8.0(6.3E-7)=k(q^2)/3.1E-3 where k = 8.99E9

5.04E-6=8.99E9(q^2)/3.1E-3
1.5624E-8=8.99E9(q^2), q^2 = 1.73793E-18, q= 1.31831E-9

b) q = 1.31831 x10^-9 C

a) 10(m) = 8.99E9(1.31831E-18)/3.1E-3 , 10m = 3.8231E-6, m = 3.8231E-7 kg

i think thats right, if i remember coloumbs law correctly.

dam.....beat me to it......

[OSTIE]

actually, i noticed psyc. formula is wrong.... you didnt square the distance r

F = [K(q1)(q2)/r^2]*[r_vector] I understand that vectors do not matter in this problem, but i just posted the complete formula anyways.

I also did it this way before i originally posted, but I got the wrong answer so thats why I posted. I dont know if im entering it in wrong or what?

BTW, i am using the F = ma, so ma = K*q^2/r^2

I enter the answers on webassign, so i know if they are correct or not right away

[Psychotron]

oh, yea the vectors supposed to be squared. i last took physics a year ago lol

my numbers arent the same as what mac was saying. im not sure who is right. i assumed the coloumbs equation since they give you a vector distance.

so even with the r^2 the answer is wrong?


8.0(6.3E-7)=k(q^2)/(3.1E-3)^2 where k = 8.99E9

5.04E-6=8.99E9(q^2)/(3.1E-3)^2
4.84344E-11=8.99E9(q^2), q^2 = 5.38758E-21, q= 7.34E-11

b) q = 7.34 x10^-11 C

a) 10(m) = 8.99E9(5.38758E-21)/(3.1E-3)^2 , 10m = 5.04E-6, m = 5.04E-8 kg



MACS Way

F1 = F2 , M1*A1 = M2*A2 8(6.3E-7)=10M2 , M2 = 5.041E-8kg

our masses line up.

note: i screwed up in my first time on the mass and later edited it when i saw the mistake when i did the calculations with the vectors squared.

[OSTIE]

oh, yea the vectors supposed to be squared. i last took physics a year ago lol

my numbers arent the same as what mac was saying. im not sure who is right. i assumed the coloumbs equation since they give you a vector distance.

so even with the r^2 the answer is wrong?


8.0(6.3E-7)=k(q^2)/(3.1E-3)^2 where k = 8.99E9

5.04E-6=8.99E9(q^2)/(3.1E-3)^2
4.84344E-11=8.99E9(q^2), q^2 = 5.38758E-21, q= 7.34E-11

b) q = 7.34 x10^-11 C

a) 10(m) = 8.99E9(5.38758E-21)/(3.1E-3)^2 , 10m = 5.04E-6, m = 5.04E-8 kg



MACS Way

F1 = F2 , M1*A1 = M2*A2 8(6.3E-7)=10M2 , M2 = 5.041E-8kg

our masses line up.

note: i screwed up in my first time on the mass and later edited it when i saw the mistake when i did the calculations with the vectors squared.

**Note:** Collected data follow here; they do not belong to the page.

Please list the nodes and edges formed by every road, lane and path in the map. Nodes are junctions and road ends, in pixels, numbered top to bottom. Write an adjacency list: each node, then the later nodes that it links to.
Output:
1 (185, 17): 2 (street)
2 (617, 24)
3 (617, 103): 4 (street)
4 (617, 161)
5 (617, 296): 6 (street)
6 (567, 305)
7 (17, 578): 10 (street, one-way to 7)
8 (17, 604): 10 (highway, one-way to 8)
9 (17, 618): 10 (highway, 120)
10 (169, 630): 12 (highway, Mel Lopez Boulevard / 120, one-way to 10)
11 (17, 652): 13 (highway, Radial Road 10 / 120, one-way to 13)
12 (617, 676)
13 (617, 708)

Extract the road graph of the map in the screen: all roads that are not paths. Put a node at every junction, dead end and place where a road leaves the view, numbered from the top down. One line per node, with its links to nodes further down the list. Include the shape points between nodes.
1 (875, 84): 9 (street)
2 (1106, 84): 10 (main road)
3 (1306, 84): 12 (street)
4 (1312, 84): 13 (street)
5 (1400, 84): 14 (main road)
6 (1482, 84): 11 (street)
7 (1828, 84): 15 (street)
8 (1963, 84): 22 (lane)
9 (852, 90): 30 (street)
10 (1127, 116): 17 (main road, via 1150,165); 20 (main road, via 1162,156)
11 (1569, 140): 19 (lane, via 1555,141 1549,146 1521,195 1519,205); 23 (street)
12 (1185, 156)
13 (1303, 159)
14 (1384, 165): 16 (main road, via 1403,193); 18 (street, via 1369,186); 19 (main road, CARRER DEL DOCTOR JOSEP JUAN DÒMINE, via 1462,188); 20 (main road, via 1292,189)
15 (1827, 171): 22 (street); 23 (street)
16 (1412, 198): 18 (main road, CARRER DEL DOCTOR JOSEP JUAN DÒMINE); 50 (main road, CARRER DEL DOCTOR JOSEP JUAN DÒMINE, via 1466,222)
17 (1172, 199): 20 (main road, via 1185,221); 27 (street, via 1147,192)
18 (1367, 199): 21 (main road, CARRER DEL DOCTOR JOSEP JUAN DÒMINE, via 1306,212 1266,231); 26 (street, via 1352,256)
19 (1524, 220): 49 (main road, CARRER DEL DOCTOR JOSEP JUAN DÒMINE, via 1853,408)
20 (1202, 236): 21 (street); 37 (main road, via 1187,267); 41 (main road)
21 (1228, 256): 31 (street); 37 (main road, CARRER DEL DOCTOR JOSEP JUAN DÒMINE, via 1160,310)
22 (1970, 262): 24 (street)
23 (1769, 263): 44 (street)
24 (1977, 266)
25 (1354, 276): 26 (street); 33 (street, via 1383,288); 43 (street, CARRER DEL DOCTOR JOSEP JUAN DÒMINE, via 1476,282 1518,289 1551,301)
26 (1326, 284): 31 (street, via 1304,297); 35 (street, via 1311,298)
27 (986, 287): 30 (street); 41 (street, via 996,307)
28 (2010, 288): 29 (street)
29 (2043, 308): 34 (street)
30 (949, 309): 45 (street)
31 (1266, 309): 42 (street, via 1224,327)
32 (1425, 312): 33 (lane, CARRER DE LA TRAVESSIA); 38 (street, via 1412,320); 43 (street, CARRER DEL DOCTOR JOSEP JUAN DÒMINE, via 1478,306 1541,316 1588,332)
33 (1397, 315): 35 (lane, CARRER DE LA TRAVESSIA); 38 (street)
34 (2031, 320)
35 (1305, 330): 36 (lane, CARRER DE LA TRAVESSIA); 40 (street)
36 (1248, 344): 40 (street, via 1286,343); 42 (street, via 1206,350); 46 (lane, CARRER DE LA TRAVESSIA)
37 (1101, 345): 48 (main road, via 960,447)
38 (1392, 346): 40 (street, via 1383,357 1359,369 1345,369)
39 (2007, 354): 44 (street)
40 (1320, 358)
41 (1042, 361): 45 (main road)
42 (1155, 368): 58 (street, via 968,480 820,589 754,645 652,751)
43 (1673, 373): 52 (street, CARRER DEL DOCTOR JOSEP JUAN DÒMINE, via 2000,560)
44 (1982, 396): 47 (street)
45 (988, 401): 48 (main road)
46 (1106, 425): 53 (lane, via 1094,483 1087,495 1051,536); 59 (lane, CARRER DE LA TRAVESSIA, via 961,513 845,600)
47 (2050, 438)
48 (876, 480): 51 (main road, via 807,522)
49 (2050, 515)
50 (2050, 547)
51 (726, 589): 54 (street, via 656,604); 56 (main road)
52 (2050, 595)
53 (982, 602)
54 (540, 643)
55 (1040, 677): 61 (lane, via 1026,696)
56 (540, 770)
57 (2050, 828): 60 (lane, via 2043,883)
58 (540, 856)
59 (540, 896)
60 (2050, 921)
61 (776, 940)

Finally got the force correct, I had the power one off, i tried your power and it was right. I need a friggin ti-89, im stuck using a plain old calc.

ANYWAYS, the mass one doesnt seem to be correct... webassign though is a pain, because sometimes if you round off to early, you will be a hundreth off and itll be wrong.

[Psychotron]

both of our ways are valid for finding the mass, its not possible for it to be incorrect.

[Psychotron]

well it wont let me edit it so here. i did both way in one step on my ti-89 and the mass for both comes to 4.8E-7 kg

[SAUCYgator]

i respect the question and the fact that you recieved a legitimate answer.... now who wants to take my genetics test for me next week?

[OSTIE]

well it wont let me edit it so here. i did both way in one step on my ti-89 and the mass for both comes to 4.8E-7 kg

5.0e-7 is what the friggin website took as an answer. I hate this friggin software that they use for us to submit answers.

Thanks for the help, it is greatly appreciated,

-ost

[Psychotron]

i respect the question and the fact that you recieved a legitimate answer.... now who wants to take my genetics test for me next week?

ugh, dont look at me.

[tryingtogetbig]

i respect the question and the fact that you recieved a legitimate answer.... now who wants to take my genetics test for me next week?

I'll take it...let me know when and where....I ain't sceered!!!!